RECORDS FOR THIS TASK below:

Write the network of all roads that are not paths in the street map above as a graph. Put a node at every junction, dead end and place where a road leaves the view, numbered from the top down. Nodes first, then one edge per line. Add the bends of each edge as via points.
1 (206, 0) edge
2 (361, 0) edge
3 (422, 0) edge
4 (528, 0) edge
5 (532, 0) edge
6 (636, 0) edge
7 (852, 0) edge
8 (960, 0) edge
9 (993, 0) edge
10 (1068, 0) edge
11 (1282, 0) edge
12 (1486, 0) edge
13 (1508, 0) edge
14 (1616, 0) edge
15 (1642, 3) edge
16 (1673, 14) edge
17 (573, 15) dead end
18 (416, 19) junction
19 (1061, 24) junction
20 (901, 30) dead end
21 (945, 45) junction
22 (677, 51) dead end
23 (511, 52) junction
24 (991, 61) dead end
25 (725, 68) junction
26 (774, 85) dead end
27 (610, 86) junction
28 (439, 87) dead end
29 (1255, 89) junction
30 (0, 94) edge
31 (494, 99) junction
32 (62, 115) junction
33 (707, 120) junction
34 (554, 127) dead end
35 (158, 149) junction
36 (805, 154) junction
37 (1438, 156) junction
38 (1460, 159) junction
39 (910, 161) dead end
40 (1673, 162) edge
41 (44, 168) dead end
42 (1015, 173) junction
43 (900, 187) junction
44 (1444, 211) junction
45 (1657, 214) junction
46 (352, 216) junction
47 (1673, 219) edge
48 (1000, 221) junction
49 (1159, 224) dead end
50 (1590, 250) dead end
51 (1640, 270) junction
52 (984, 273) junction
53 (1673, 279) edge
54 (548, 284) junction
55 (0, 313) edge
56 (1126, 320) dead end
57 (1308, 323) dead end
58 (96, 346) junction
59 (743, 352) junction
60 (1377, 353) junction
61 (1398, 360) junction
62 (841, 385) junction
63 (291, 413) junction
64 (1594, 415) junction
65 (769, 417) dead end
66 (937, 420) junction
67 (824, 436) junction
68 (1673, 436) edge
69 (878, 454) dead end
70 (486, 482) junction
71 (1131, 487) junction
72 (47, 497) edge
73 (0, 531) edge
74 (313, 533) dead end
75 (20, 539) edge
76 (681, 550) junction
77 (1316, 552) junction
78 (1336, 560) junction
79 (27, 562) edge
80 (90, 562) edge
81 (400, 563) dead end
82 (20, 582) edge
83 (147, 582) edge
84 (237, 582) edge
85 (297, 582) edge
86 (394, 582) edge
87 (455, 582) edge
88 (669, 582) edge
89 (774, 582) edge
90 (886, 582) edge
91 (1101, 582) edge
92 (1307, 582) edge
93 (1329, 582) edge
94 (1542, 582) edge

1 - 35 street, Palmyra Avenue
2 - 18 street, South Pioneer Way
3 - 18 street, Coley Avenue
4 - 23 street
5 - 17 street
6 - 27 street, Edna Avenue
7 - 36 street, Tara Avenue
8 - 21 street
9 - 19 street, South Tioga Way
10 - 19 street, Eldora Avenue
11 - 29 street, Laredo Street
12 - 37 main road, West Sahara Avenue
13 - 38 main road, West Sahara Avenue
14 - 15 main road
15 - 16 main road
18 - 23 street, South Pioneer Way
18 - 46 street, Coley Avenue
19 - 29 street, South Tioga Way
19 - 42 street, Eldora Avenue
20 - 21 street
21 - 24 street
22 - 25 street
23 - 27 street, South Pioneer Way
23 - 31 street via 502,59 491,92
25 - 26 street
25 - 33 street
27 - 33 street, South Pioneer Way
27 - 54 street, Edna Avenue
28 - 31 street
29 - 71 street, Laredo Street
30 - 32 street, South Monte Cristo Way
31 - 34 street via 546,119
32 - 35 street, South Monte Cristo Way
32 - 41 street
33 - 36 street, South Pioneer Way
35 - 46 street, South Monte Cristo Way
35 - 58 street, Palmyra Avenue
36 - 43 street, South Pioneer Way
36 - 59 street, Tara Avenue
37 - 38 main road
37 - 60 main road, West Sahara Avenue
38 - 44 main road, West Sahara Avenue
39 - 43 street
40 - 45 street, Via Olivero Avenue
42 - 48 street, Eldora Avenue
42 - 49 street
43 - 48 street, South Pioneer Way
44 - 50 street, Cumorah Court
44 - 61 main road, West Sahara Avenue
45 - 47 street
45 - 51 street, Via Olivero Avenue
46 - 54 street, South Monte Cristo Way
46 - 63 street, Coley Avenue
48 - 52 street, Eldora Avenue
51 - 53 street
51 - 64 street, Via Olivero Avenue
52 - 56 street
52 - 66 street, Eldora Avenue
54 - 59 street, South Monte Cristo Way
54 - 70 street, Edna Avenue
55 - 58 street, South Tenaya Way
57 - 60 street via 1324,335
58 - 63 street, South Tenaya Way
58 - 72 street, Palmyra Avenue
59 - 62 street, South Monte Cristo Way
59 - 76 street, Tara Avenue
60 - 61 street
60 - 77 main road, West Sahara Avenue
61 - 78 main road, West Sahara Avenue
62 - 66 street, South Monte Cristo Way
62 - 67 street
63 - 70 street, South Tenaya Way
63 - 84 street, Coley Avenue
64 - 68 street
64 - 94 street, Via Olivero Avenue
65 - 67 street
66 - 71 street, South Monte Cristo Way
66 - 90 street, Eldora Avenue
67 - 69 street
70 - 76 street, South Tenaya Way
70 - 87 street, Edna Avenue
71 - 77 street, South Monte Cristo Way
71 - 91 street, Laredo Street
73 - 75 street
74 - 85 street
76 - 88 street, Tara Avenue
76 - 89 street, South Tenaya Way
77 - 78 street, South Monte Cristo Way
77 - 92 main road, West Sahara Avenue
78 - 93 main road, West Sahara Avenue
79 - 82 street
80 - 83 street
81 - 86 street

End of RECORDS FOR THIS TASK.
RECORDS FOR THIS TASK below:

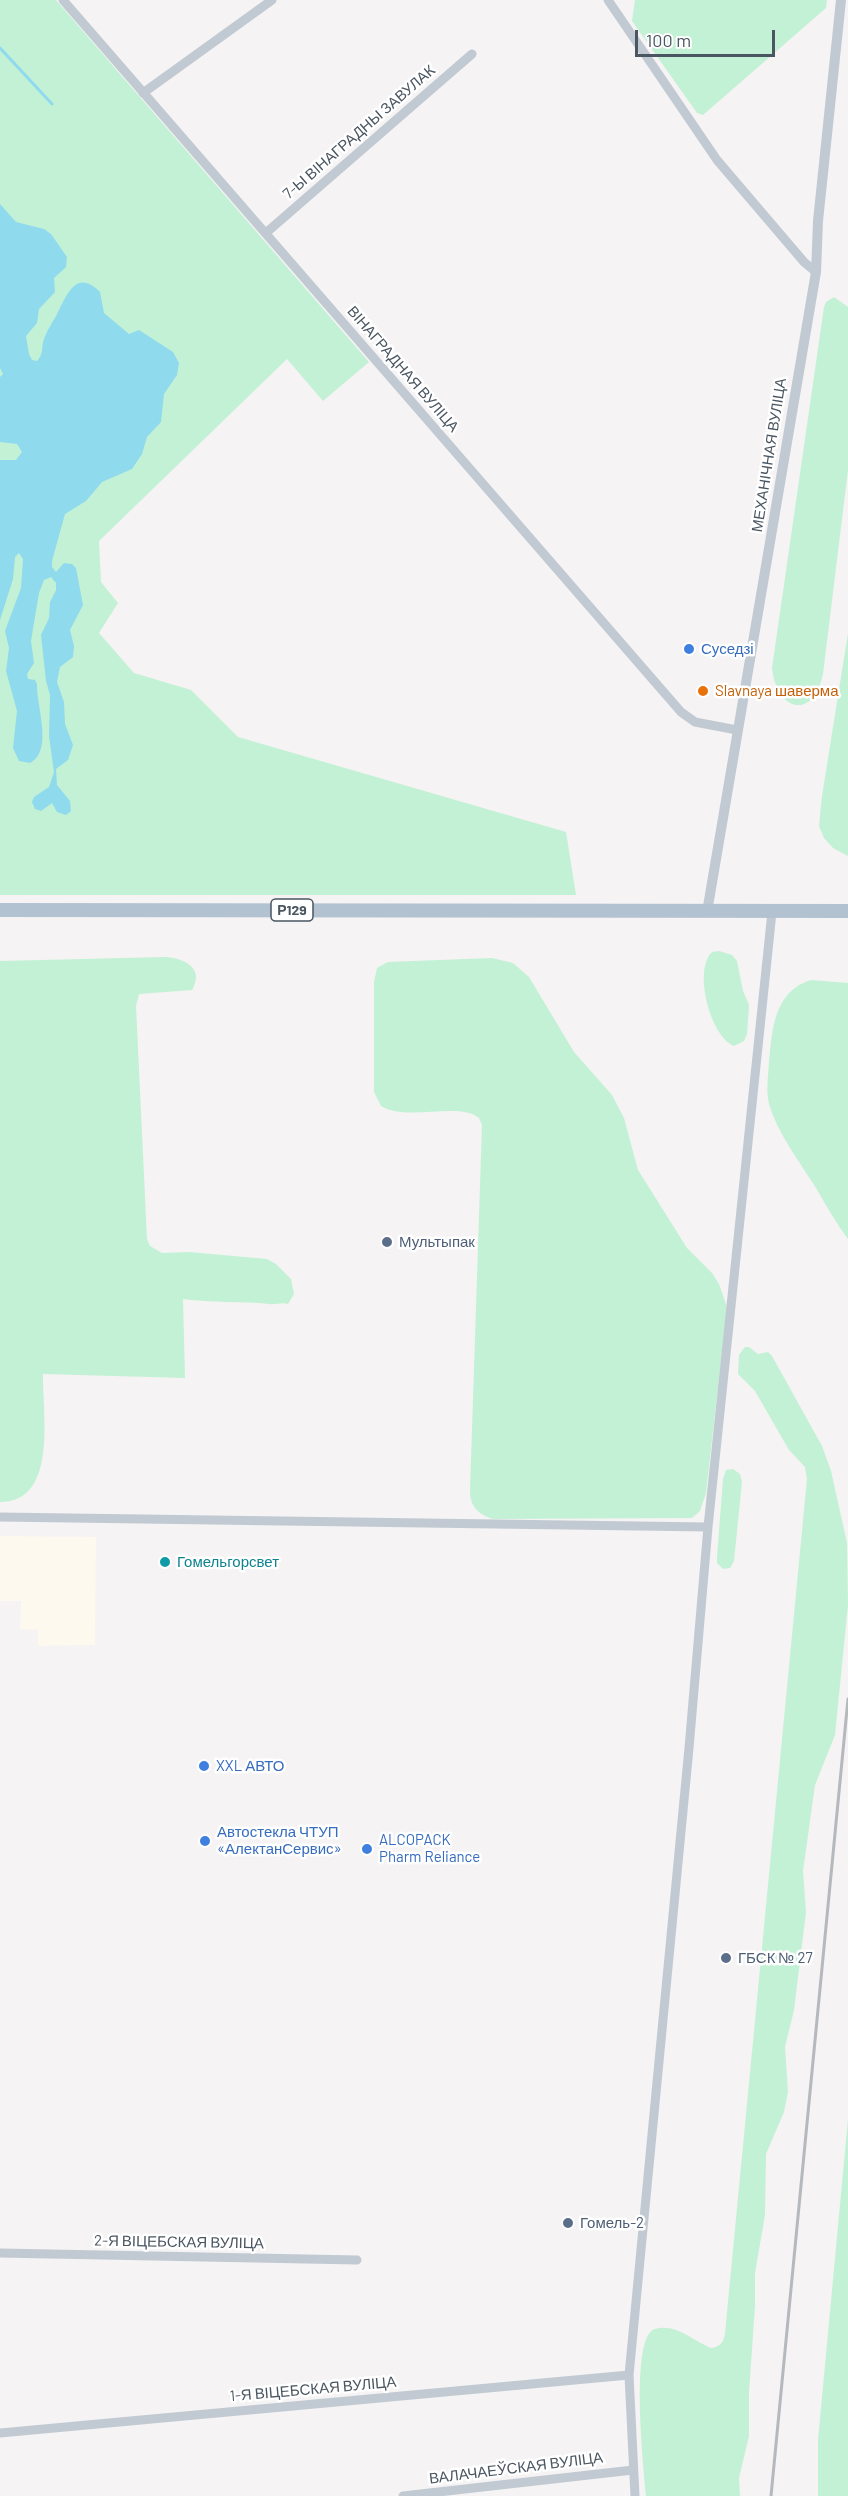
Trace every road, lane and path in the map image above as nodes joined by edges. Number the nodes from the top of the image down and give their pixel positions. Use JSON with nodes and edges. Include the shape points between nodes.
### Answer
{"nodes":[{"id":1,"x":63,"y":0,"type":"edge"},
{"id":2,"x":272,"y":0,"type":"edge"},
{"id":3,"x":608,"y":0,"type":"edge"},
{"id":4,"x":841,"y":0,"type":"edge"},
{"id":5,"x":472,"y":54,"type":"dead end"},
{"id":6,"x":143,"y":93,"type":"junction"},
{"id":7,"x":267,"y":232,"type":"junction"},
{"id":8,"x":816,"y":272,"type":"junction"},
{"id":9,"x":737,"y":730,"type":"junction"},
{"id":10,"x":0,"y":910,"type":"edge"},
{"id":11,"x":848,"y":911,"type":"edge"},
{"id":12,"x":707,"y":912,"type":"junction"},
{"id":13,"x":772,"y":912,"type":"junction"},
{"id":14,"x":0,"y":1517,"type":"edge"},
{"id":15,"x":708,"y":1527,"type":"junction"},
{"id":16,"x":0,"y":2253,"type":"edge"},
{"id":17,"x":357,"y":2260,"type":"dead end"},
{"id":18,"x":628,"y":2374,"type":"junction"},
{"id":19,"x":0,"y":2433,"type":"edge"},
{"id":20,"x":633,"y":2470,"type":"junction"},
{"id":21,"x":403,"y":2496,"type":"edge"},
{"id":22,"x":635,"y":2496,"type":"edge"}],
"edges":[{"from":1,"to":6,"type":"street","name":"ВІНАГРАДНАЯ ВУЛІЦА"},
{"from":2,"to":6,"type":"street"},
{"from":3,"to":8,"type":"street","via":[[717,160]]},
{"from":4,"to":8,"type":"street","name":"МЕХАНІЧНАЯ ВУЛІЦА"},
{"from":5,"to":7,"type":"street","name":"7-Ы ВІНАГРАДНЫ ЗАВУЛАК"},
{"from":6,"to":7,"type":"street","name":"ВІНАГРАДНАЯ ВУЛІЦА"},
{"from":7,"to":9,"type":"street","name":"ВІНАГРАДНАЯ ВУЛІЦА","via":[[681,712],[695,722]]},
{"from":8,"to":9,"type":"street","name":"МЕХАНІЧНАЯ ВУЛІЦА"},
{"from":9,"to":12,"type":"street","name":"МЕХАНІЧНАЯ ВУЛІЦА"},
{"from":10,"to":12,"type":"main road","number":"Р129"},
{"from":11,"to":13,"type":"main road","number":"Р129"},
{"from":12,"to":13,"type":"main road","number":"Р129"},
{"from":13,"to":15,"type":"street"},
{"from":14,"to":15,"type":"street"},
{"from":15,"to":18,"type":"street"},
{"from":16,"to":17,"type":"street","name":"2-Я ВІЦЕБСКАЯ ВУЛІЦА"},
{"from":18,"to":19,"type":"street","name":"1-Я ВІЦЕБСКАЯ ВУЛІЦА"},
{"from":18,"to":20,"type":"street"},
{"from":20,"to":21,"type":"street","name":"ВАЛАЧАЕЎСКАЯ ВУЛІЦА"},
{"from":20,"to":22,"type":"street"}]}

End of RECORDS FOR THIS TASK.

* EXERCISE DIRECTIONS: The answer must be every line of the entries that includes the word "Edna".

* WRITTEN SOLUTION:
6 - 27 street, Edna Avenue
27 - 54 street, Edna Avenue
54 - 70 street, Edna Avenue
70 - 87 street, Edna Avenue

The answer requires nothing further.